In a known device (DE-PS No. 27 43 562), the shaping tools are located in a turning device and are formed as a two-part relatively complicated shaping frame. Prior to the entrance of a stack along with a first heat shrinkable foil positioned on it into the frame, the stack is moved to one of two conveying surfaces of the turning device. After the arrival of the stack with its first shrinkable foil, the shaping tools are moved from above into the inset spaces of the final layer of the stack during the closing movement of the two conveying surfaces of the turning device. After the stack has been turned, the shaping frame is removed from the turning device and is conveyed along with the stack through a device for applying a second heat shrinkable foil and a second shrinking device. The shaping tools are then separated from the stack and returned to the turning device. While this known device is very favorable for forming non-deformable and stable stacks, it is, however, very expensive and requires considerable space for the overall arrangement.

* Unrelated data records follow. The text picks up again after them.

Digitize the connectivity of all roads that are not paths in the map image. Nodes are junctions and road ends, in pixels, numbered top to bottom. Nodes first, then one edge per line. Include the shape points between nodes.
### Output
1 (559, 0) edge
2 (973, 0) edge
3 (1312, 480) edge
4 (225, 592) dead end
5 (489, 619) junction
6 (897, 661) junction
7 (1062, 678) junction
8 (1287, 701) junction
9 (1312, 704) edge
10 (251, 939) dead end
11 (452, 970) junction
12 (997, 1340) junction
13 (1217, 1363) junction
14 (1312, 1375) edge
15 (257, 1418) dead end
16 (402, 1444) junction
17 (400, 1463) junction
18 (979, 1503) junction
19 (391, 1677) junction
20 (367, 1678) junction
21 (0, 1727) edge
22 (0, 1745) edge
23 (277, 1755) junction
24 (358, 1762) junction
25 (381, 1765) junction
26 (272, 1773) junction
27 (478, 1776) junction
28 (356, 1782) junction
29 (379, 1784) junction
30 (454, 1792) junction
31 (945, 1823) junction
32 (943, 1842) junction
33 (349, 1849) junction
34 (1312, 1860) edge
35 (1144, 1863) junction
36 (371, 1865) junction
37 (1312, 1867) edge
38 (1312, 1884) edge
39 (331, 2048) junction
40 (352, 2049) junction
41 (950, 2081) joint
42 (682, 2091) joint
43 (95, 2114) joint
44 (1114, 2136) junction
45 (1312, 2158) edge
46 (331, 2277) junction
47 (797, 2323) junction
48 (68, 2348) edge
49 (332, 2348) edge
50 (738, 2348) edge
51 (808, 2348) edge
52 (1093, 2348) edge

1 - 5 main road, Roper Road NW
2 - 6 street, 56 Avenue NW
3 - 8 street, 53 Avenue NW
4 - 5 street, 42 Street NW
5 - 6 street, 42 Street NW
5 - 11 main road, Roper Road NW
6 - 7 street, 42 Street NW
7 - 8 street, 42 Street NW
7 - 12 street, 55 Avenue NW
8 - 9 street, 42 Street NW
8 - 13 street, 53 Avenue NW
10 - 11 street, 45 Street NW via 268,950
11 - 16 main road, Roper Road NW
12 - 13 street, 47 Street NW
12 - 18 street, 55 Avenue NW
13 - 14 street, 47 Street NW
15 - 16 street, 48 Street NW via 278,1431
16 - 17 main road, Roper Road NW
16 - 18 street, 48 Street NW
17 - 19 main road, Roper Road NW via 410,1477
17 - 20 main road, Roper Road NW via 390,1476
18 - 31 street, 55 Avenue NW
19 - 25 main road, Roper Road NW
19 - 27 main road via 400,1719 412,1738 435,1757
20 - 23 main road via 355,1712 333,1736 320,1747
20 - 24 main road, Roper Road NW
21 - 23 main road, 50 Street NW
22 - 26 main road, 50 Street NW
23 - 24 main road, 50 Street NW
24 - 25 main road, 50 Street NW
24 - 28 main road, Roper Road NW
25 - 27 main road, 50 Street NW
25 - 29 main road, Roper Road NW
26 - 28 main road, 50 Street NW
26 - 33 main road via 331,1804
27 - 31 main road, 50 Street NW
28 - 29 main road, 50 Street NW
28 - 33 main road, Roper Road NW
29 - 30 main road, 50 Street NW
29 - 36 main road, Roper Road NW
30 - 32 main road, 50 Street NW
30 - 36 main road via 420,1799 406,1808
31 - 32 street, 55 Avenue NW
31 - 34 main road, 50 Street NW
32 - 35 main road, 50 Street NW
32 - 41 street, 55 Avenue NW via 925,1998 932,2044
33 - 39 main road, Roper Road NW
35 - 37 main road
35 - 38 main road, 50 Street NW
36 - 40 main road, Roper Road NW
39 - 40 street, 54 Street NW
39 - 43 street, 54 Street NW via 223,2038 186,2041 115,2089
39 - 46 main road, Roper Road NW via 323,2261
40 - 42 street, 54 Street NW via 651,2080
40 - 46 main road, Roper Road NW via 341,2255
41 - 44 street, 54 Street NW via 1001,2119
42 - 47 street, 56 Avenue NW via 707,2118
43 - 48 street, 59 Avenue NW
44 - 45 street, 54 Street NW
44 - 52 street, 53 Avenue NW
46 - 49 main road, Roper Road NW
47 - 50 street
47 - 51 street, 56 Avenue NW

Furthermore, it is known in DE-PS No. 27 60 249 to position the turning device between a device for applying a single shrinkable foil and a single shrink device where there is a small output requirement for reducing the equipment expense whereby after the first shrinkable foil has been applied, the stack merely passes through the turning device without being inverted so that the first shrinkable foil can be shrunk-on in the shrinking device. Next, the stack is returned to the turning device where it is inverted and then moved back to the shrinkable foil applying device where it is covered with a second shrinkable foil. Again, the foil enclosed stack is passed through the turning device and is conveyed into the shrinking device where the second shrinkable foil is shrunk-on. To shape the inset spaces in the stack, this known device requires two additional shaping devices, one located upstream of the shrinking device for shaping the inset spaces, if the spaces are located at the top, and one downstream of the shrinking device for shaping the inset spaces if they are located at the bottom after the stack has been inverted.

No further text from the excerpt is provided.